Kentucky Horse Park Director Receives Vision Award


Pfizer Animal Health and American Horse Publications (AHP) presented John Nicholson with the ninth annual Equine Industry Vision Award at a ceremonial breakfast held during the AHP 2010 40th Anniversary Seminar in Lexington, KY. Established in 2002, the Equine Industry Vision Award was the first of its kind to showcase innovation and recognize ingenuity and service across the entire equine market.

John has earned this honor for his vision and determination to make unimaginable dreams a reality. Best known for his work as the Executive Director of the Kentucky Horse Park and the President of the World Games 2010 Foundation, John’s leadership has been pivotal in bringing the 2010 Alltech FEI World Equestrian Games to the United States.

More than 14 years ago, John had the foresight to begin the process of bringing the World Equestrian Games from Europe to the United States for the first time. In September, the games, featuring 16 events, will be the largest sporting event of any kind in the U.S. in 2010 and will introduce equine sports to a whole new audience across the country.

“When we host the 2010 Games, it will be the largest sporting event ever held in Kentucky. The eyes of the world will be on our state as the games will be televised to an international audience of 500 million viewers, and our region will offer its hospitality to 300,000 visitors (700,000 tickets sold), including 2,000 journalists,” said John Nicholson. “This is going to be Kentucky’s ‘day in the sun,’ and with the help of the people of our city and state, we’ll be ready to introduce the world to our unique Bluegrass culture.”

Born on September 23, 1959, John grew up in Winchester, KY, with his two older brothers, Joe Browne, president of Nicholson Insurance, and Nick, president of the Keeneland Association.

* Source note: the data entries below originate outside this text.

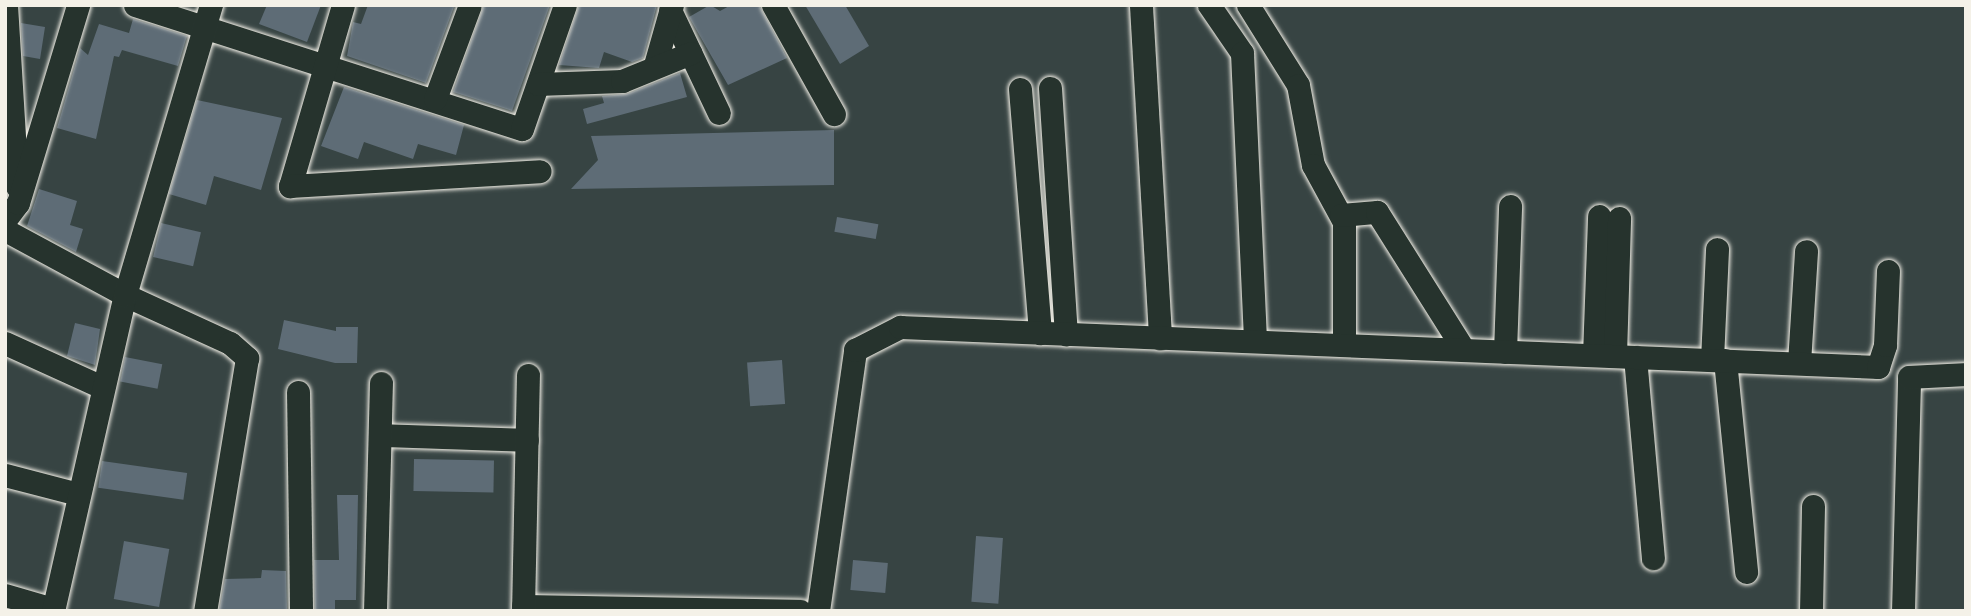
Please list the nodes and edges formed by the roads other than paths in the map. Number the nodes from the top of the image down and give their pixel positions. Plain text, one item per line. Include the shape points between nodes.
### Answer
1 (6, 5) edge
2 (78, 5) edge
3 (135, 5) edge
4 (343, 5) edge
5 (470, 5) edge
6 (565, 5) edge
7 (1209, 5) edge
8 (1248, 5) edge
9 (776, 6) edge
10 (1141, 6) edge
11 (671, 8) edge
12 (208, 15) edge
13 (691, 53) junction
14 (323, 62) junction
15 (655, 65) junction
16 (538, 84) junction
17 (1050, 88) dead end
18 (1020, 89) dead end
19 (435, 99) junction
20 (719, 113) dead end
21 (834, 114) dead end
22 (540, 171) dead end
23 (1510, 206) dead end
24 (12, 212) edge
25 (1341, 215) junction
26 (1609, 217) dead end
27 (5, 230) edge
28 (1717, 249) dead end
29 (1806, 251) dead end
30 (1888, 271) dead end
31 (125, 295) junction
32 (1040, 333) junction
33 (1066, 334) junction
34 (1160, 338) junction
35 (1255, 341) junction
36 (1344, 345) junction
37 (6, 346) edge
38 (1464, 350) junction
39 (1505, 352) junction
40 (1615, 356) junction
41 (1719, 360) junction
42 (1799, 363) junction
43 (1966, 374) edge
44 (528, 375) dead end
45 (381, 383) dead end
46 (102, 387) junction
47 (298, 392) dead end
48 (380, 435) junction
49 (527, 440) junction
50 (5, 475) edge
51 (78, 494) junction
52 (1813, 506) dead end
53 (1653, 558) dead end
54 (1746, 572) dead end
55 (5, 595) edge
56 (523, 608) edge
57 (53, 610) edge
58 (205, 611) edge
59 (301, 611) edge
60 (375, 611) edge
61 (800, 611) edge
62 (818, 611) edge
63 (1811, 611) edge
64 (1903, 611) edge

1 - 24 street
2 - 24 street
3 - 12 street
4 - 14 street
5 - 19 street
6 - 16 street
7 - 35 street via 1242,53
8 - 25 street via 1298,85 1312,165
9 - 21 street
10 - 34 street
11 - 13 street
11 - 15 street
12 - 14 street
12 - 31 street
13 - 15 street
13 - 20 street
14 - 19 street
14 - 22 street via 290,186
15 - 16 street via 622,81
16 - 19 street via 522,128
17 - 33 street
18 - 32 street
23 - 39 street
25 - 36 street via 1345,222
25 - 38 street via 1377,212
26 - 40 street
27 - 31 street
28 - 41 street
29 - 42 street
30 - 42 street via 1885,345 1878,367
31 - 46 street
31 - 58 street via 230,343 247,358
32 - 33 street
32 - 62 street via 900,327 855,350
33 - 34 street
34 - 35 street
35 - 36 street
36 - 38 street
37 - 46 street
38 - 39 street
39 - 40 street
40 - 41 street
40 - 53 street
41 - 42 street
41 - 54 street
43 - 64 street via 1909,377
44 - 49 street
45 - 48 street
46 - 51 street
47 - 59 street
48 - 49 street
48 - 60 street
49 - 56 street
50 - 51 street
51 - 57 street
52 - 63 street
55 - 57 street
56 - 61 street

“I am very fortunate to know that I’m where I am supposed to be. When I walk the fields of the Kentucky Horse Park, I know I’m on hallowed ground,” said John. “The intangible takes on the shape of the tangible when horses and humans connect. There is something very soulful about this place and the relationships between man and horse that are experienced every day. You can’t be on the park and not feel it; it’s other-worldly.”